===== Source information

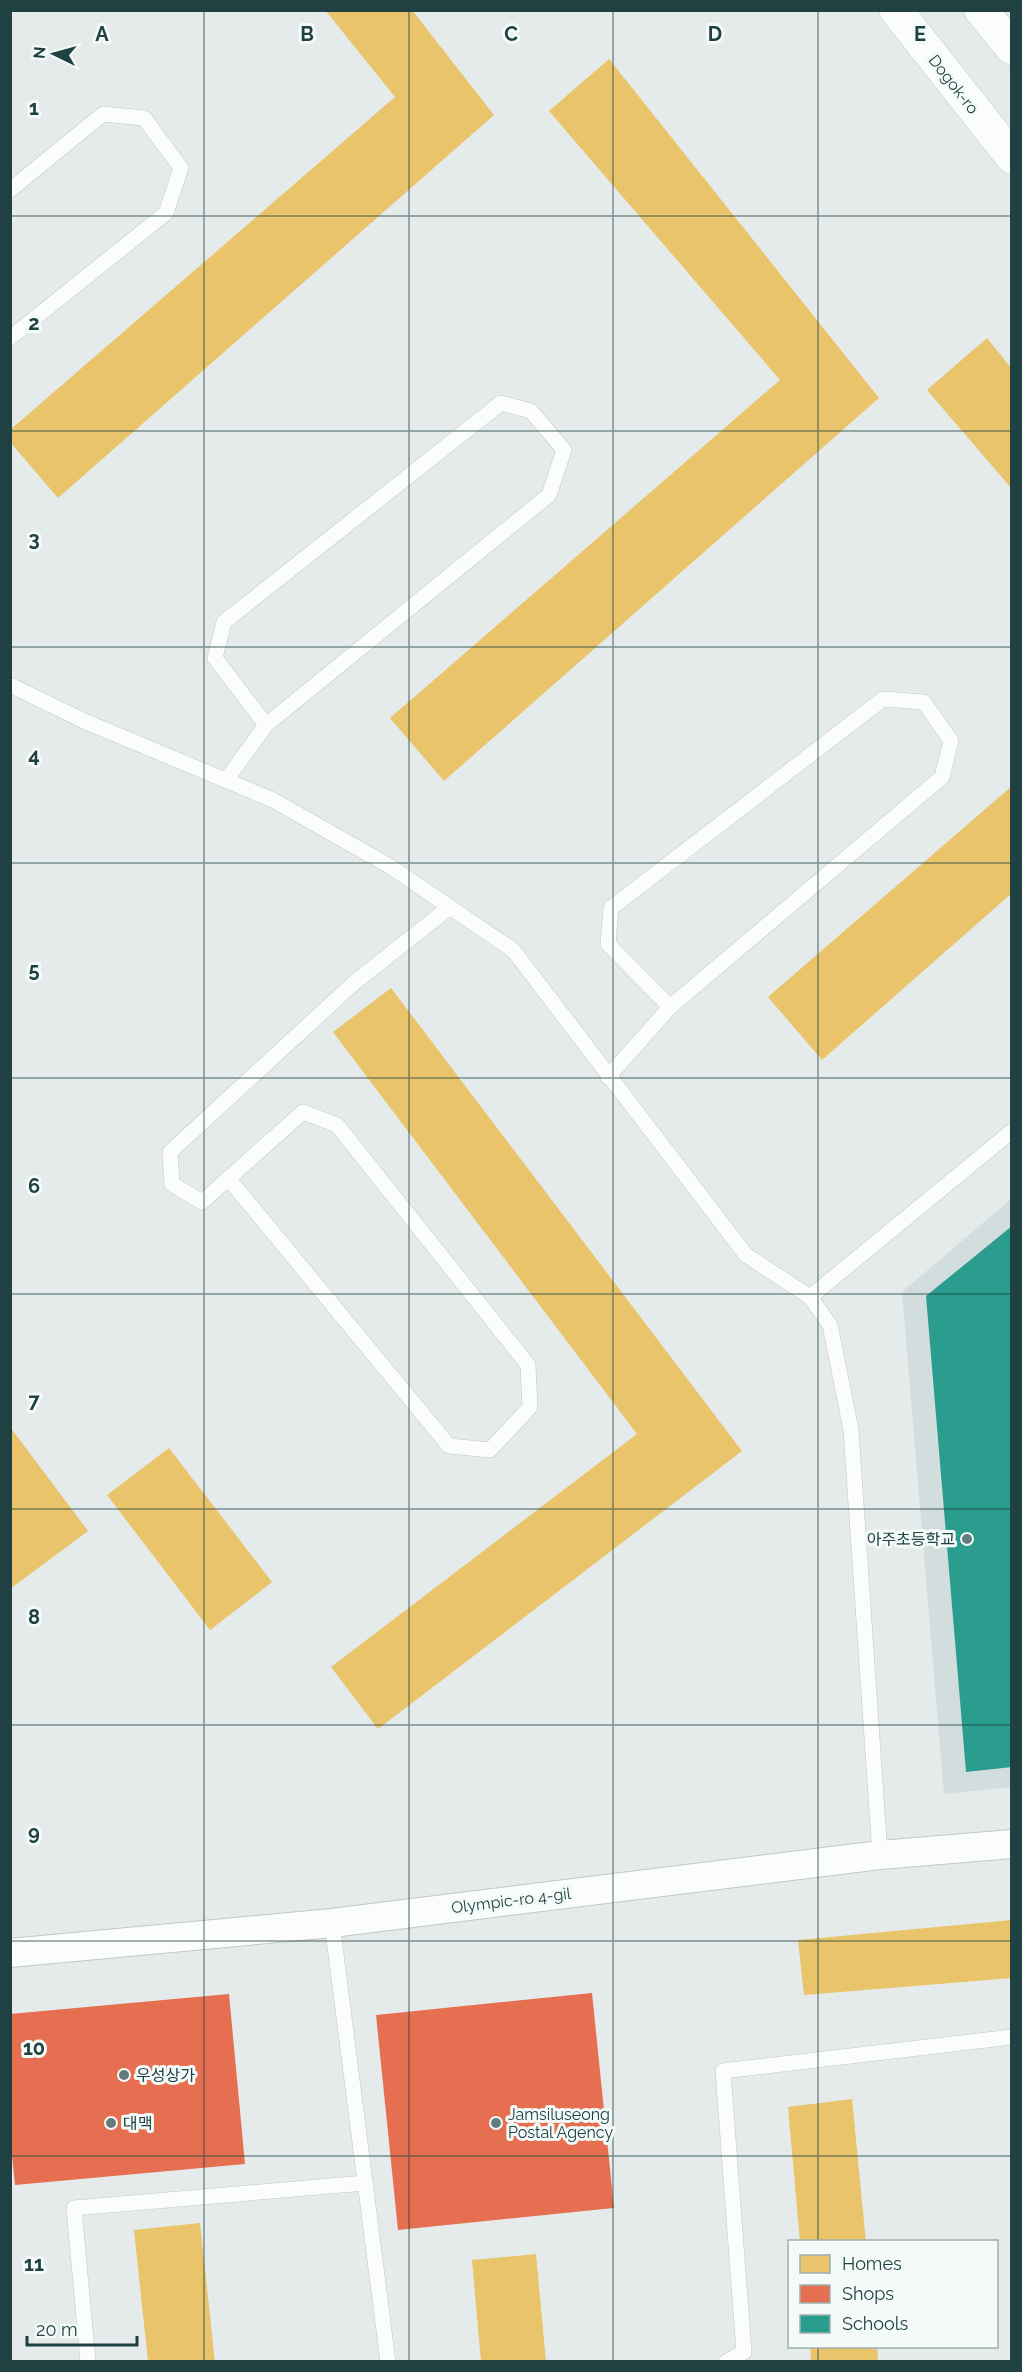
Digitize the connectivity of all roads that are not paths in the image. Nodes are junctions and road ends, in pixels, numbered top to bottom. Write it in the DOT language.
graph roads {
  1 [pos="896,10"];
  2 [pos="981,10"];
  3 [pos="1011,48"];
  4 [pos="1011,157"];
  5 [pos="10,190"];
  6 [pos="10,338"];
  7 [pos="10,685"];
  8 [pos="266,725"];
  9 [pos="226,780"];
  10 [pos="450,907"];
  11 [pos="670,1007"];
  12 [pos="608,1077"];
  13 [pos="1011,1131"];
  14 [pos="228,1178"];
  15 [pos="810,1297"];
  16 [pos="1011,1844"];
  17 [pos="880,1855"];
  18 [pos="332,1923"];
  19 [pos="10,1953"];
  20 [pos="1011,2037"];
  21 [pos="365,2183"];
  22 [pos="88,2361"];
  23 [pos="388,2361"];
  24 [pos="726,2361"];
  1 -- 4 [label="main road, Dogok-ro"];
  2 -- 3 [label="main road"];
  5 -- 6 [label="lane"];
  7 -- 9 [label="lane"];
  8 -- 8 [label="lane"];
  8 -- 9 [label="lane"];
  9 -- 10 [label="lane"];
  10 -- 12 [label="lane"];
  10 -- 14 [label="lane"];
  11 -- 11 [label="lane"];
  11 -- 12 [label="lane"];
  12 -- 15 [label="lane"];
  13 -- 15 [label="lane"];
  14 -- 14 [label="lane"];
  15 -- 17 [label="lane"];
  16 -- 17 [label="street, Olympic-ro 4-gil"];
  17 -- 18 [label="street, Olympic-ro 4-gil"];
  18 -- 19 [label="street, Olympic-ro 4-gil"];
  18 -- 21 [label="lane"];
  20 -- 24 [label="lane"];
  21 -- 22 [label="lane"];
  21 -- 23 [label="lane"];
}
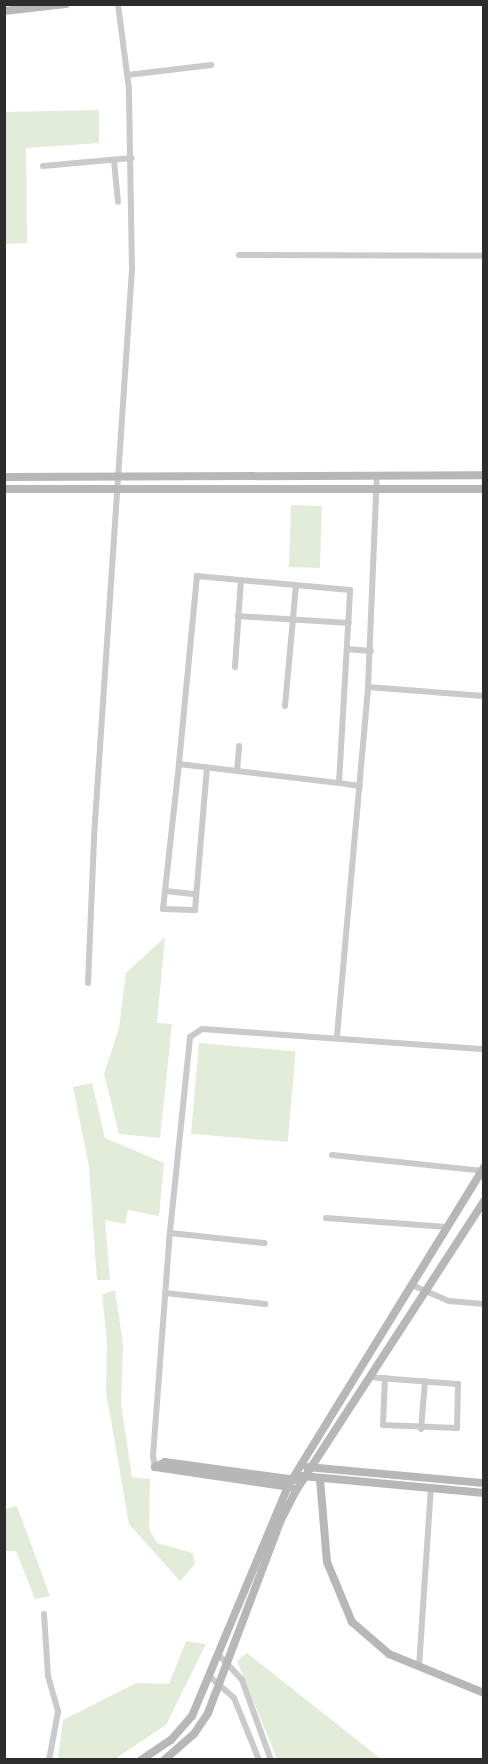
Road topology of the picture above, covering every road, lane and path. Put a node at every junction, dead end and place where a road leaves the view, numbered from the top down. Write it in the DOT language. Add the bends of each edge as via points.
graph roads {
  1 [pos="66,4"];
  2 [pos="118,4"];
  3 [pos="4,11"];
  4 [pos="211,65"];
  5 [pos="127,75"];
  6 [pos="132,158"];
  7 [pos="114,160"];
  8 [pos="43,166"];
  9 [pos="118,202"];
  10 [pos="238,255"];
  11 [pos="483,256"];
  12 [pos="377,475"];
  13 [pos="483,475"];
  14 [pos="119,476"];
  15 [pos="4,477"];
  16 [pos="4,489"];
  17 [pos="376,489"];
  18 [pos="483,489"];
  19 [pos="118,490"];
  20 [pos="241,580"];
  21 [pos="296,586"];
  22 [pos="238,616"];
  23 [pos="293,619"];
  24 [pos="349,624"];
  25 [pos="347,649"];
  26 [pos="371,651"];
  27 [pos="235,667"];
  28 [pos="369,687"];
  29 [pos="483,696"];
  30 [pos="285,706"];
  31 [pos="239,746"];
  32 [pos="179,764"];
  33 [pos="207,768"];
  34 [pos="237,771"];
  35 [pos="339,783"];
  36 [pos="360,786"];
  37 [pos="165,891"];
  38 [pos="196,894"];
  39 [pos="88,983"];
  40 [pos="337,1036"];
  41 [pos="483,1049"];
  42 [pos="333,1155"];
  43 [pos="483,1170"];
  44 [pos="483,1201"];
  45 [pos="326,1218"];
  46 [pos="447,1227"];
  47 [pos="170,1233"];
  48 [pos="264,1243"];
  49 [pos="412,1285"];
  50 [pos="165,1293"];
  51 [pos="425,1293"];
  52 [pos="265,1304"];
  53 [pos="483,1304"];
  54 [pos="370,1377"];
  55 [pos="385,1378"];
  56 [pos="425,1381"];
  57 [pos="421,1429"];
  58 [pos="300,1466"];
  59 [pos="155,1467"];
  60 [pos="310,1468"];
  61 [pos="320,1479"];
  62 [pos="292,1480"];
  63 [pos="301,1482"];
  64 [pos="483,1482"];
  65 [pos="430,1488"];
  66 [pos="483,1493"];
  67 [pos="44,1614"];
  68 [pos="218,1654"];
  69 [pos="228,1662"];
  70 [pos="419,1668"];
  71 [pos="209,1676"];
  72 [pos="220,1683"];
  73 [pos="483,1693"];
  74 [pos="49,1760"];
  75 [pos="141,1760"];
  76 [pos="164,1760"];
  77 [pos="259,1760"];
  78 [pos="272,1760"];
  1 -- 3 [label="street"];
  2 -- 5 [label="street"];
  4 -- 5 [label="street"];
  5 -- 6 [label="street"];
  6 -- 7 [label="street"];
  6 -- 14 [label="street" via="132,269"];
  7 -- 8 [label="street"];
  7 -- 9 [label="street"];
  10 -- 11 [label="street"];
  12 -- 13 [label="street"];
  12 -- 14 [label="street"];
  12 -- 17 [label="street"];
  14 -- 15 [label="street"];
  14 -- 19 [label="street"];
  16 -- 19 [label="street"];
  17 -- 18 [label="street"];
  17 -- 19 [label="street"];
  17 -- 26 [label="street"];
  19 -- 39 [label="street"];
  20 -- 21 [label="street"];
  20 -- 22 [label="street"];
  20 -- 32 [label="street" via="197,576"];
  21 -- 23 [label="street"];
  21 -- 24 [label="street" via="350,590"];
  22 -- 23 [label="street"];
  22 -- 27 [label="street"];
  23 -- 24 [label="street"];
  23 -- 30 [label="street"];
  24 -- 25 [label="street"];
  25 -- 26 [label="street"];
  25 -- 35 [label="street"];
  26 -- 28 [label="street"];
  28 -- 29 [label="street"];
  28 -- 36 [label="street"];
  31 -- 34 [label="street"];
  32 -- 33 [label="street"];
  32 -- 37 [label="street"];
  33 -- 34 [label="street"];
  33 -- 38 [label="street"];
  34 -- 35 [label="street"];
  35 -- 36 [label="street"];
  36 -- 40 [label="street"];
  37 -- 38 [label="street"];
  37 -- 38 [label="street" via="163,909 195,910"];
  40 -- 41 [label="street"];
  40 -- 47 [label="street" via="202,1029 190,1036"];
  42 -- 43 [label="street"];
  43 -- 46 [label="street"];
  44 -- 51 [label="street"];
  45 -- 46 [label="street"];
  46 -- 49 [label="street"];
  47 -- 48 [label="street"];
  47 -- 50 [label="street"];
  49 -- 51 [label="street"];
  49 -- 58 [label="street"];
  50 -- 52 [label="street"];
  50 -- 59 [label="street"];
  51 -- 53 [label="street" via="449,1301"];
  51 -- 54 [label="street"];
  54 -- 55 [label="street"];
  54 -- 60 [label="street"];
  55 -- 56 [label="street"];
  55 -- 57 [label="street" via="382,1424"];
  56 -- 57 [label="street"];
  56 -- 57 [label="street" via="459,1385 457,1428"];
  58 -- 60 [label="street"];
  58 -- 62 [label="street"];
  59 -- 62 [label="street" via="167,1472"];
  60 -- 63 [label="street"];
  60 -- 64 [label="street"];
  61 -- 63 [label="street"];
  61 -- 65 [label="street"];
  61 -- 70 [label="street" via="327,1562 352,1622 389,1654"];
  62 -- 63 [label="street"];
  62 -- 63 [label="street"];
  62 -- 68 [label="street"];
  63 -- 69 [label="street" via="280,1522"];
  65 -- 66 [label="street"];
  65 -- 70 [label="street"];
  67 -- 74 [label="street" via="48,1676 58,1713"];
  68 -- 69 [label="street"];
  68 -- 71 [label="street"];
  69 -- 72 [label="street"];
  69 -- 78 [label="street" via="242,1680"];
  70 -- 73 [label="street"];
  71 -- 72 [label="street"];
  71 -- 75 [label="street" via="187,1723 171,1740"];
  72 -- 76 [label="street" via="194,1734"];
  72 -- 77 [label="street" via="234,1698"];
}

==========

## Task item
Since the pictures are not wanted, write out the rest of the data exactly as it reads.

## Result below
Digitize the connectivity of all roads that are not paths in the image. Nodes are junctions and road ends, in pixels, numbered top to bottom. Write it in the DOT language.
graph roads {
  1 [pos="896,10"];
  2 [pos="981,10"];
  3 [pos="1011,48"];
  4 [pos="1011,157"];
  5 [pos="10,190"];
  6 [pos="10,338"];
  7 [pos="10,685"];
  8 [pos="266,725"];
  9 [pos="226,780"];
  10 [pos="450,907"];
  11 [pos="670,1007"];
  12 [pos="608,1077"];
  13 [pos="1011,1131"];
  14 [pos="228,1178"];
  15 [pos="810,1297"];
  16 [pos="1011,1844"];
  17 [pos="880,1855"];
  18 [pos="332,1923"];
  19 [pos="10,1953"];
  20 [pos="1011,2037"];
  21 [pos="365,2183"];
  22 [pos="88,2361"];
  23 [pos="388,2361"];
  24 [pos="726,2361"];
  1 -- 4 [label="main road, Dogok-ro"];
  2 -- 3 [label="main road"];
  5 -- 6 [label="lane"];
  7 -- 9 [label="lane"];
  8 -- 8 [label="lane"];
  8 -- 9 [label="lane"];
  9 -- 10 [label="lane"];
  10 -- 12 [label="lane"];
  10 -- 14 [label="lane"];
  11 -- 11 [label="lane"];
  11 -- 12 [label="lane"];
  12 -- 15 [label="lane"];
  13 -- 15 [label="lane"];
  14 -- 14 [label="lane"];
  15 -- 17 [label="lane"];
  16 -- 17 [label="street, Olympic-ro 4-gil"];
  17 -- 18 [label="street, Olympic-ro 4-gil"];
  18 -- 19 [label="street, Olympic-ro 4-gil"];
  18 -- 21 [label="lane"];
  20 -- 24 [label="lane"];
  21 -- 22 [label="lane"];
  21 -- 23 [label="lane"];
}
Road topology of the picture above, covering every road, lane and path. Put a node at every junction, dead end and place where a road leaves the view, numbered from the top down. Write it in the DOT language. Add the bends of each edge as via points.
graph roads {
  1 [pos="66,4"];
  2 [pos="118,4"];
  3 [pos="4,11"];
  4 [pos="211,65"];
  5 [pos="127,75"];
  6 [pos="132,158"];
  7 [pos="114,160"];
  8 [pos="43,166"];
  9 [pos="118,202"];
  10 [pos="238,255"];
  11 [pos="483,256"];
  12 [pos="377,475"];
  13 [pos="483,475"];
  14 [pos="119,476"];
  15 [pos="4,477"];
  16 [pos="4,489"];
  17 [pos="376,489"];
  18 [pos="483,489"];
  19 [pos="118,490"];
  20 [pos="241,580"];
  21 [pos="296,586"];
  22 [pos="238,616"];
  23 [pos="293,619"];
  24 [pos="349,624"];
  25 [pos="347,649"];
  26 [pos="371,651"];
  27 [pos="235,667"];
  28 [pos="369,687"];
  29 [pos="483,696"];
  30 [pos="285,706"];
  31 [pos="239,746"];
  32 [pos="179,764"];
  33 [pos="207,768"];
  34 [pos="237,771"];
  35 [pos="339,783"];
  36 [pos="360,786"];
  37 [pos="165,891"];
  38 [pos="196,894"];
  39 [pos="88,983"];
  40 [pos="337,1036"];
  41 [pos="483,1049"];
  42 [pos="333,1155"];
  43 [pos="483,1170"];
  44 [pos="483,1201"];
  45 [pos="326,1218"];
  46 [pos="447,1227"];
  47 [pos="170,1233"];
  48 [pos="264,1243"];
  49 [pos="412,1285"];
  50 [pos="165,1293"];
  51 [pos="425,1293"];
  52 [pos="265,1304"];
  53 [pos="483,1304"];
  54 [pos="370,1377"];
  55 [pos="385,1378"];
  56 [pos="425,1381"];
  57 [pos="421,1429"];
  58 [pos="300,1466"];
  59 [pos="155,1467"];
  60 [pos="310,1468"];
  61 [pos="320,1479"];
  62 [pos="292,1480"];
  63 [pos="301,1482"];
  64 [pos="483,1482"];
  65 [pos="430,1488"];
  66 [pos="483,1493"];
  67 [pos="44,1614"];
  68 [pos="218,1654"];
  69 [pos="228,1662"];
  70 [pos="419,1668"];
  71 [pos="209,1676"];
  72 [pos="220,1683"];
  73 [pos="483,1693"];
  74 [pos="49,1760"];
  75 [pos="141,1760"];
  76 [pos="164,1760"];
  77 [pos="259,1760"];
  78 [pos="272,1760"];
  1 -- 3 [label="street"];
  2 -- 5 [label="street"];
  4 -- 5 [label="street"];
  5 -- 6 [label="street"];
  6 -- 7 [label="street"];
  6 -- 14 [label="street" via="132,269"];
  7 -- 8 [label="street"];
  7 -- 9 [label="street"];
  10 -- 11 [label="street"];
  12 -- 13 [label="street"];
  12 -- 14 [label="street"];
  12 -- 17 [label="street"];
  14 -- 15 [label="street"];
  14 -- 19 [label="street"];
  16 -- 19 [label="street"];
  17 -- 18 [label="street"];
  17 -- 19 [label="street"];
  17 -- 26 [label="street"];
  19 -- 39 [label="street"];
  20 -- 21 [label="street"];
  20 -- 22 [label="street"];
  20 -- 32 [label="street" via="197,576"];
  21 -- 23 [label="street"];
  21 -- 24 [label="street" via="350,590"];
  22 -- 23 [label="street"];
  22 -- 27 [label="street"];
  23 -- 24 [label="street"];
  23 -- 30 [label="street"];
  24 -- 25 [label="street"];
  25 -- 26 [label="street"];
  25 -- 35 [label="street"];
  26 -- 28 [label="street"];
  28 -- 29 [label="street"];
  28 -- 36 [label="street"];
  31 -- 34 [label="street"];
  32 -- 33 [label="street"];
  32 -- 37 [label="street"];
  33 -- 34 [label="street"];
  33 -- 38 [label="street"];
  34 -- 35 [label="street"];
  35 -- 36 [label="street"];
  36 -- 40 [label="street"];
  37 -- 38 [label="street"];
  37 -- 38 [label="street" via="163,909 195,910"];
  40 -- 41 [label="street"];
  40 -- 47 [label="street" via="202,1029 190,1036"];
  42 -- 43 [label="street"];
  43 -- 46 [label="street"];
  44 -- 51 [label="street"];
  45 -- 46 [label="street"];
  46 -- 49 [label="street"];
  47 -- 48 [label="street"];
  47 -- 50 [label="street"];
  49 -- 51 [label="street"];
  49 -- 58 [label="street"];
  50 -- 52 [label="street"];
  50 -- 59 [label="street"];
  51 -- 53 [label="street" via="449,1301"];
  51 -- 54 [label="street"];
  54 -- 55 [label="street"];
  54 -- 60 [label="street"];
  55 -- 56 [label="street"];
  55 -- 57 [label="street" via="382,1424"];
  56 -- 57 [label="street"];
  56 -- 57 [label="street" via="459,1385 457,1428"];
  58 -- 60 [label="street"];
  58 -- 62 [label="street"];
  59 -- 62 [label="street" via="167,1472"];
  60 -- 63 [label="street"];
  60 -- 64 [label="street"];
  61 -- 63 [label="street"];
  61 -- 65 [label="street"];
  61 -- 70 [label="street" via="327,1562 352,1622 389,1654"];
  62 -- 63 [label="street"];
  62 -- 63 [label="street"];
  62 -- 68 [label="street"];
  63 -- 69 [label="street" via="280,1522"];
  65 -- 66 [label="street"];
  65 -- 70 [label="street"];
  67 -- 74 [label="street" via="48,1676 58,1713"];
  68 -- 69 [label="street"];
  68 -- 71 [label="street"];
  69 -- 72 [label="street"];
  69 -- 78 [label="street" via="242,1680"];
  70 -- 73 [label="street"];
  71 -- 72 [label="street"];
  71 -- 75 [label="street" via="187,1723 171,1740"];
  72 -- 76 [label="street" via="194,1734"];
  72 -- 77 [label="street" via="234,1698"];
}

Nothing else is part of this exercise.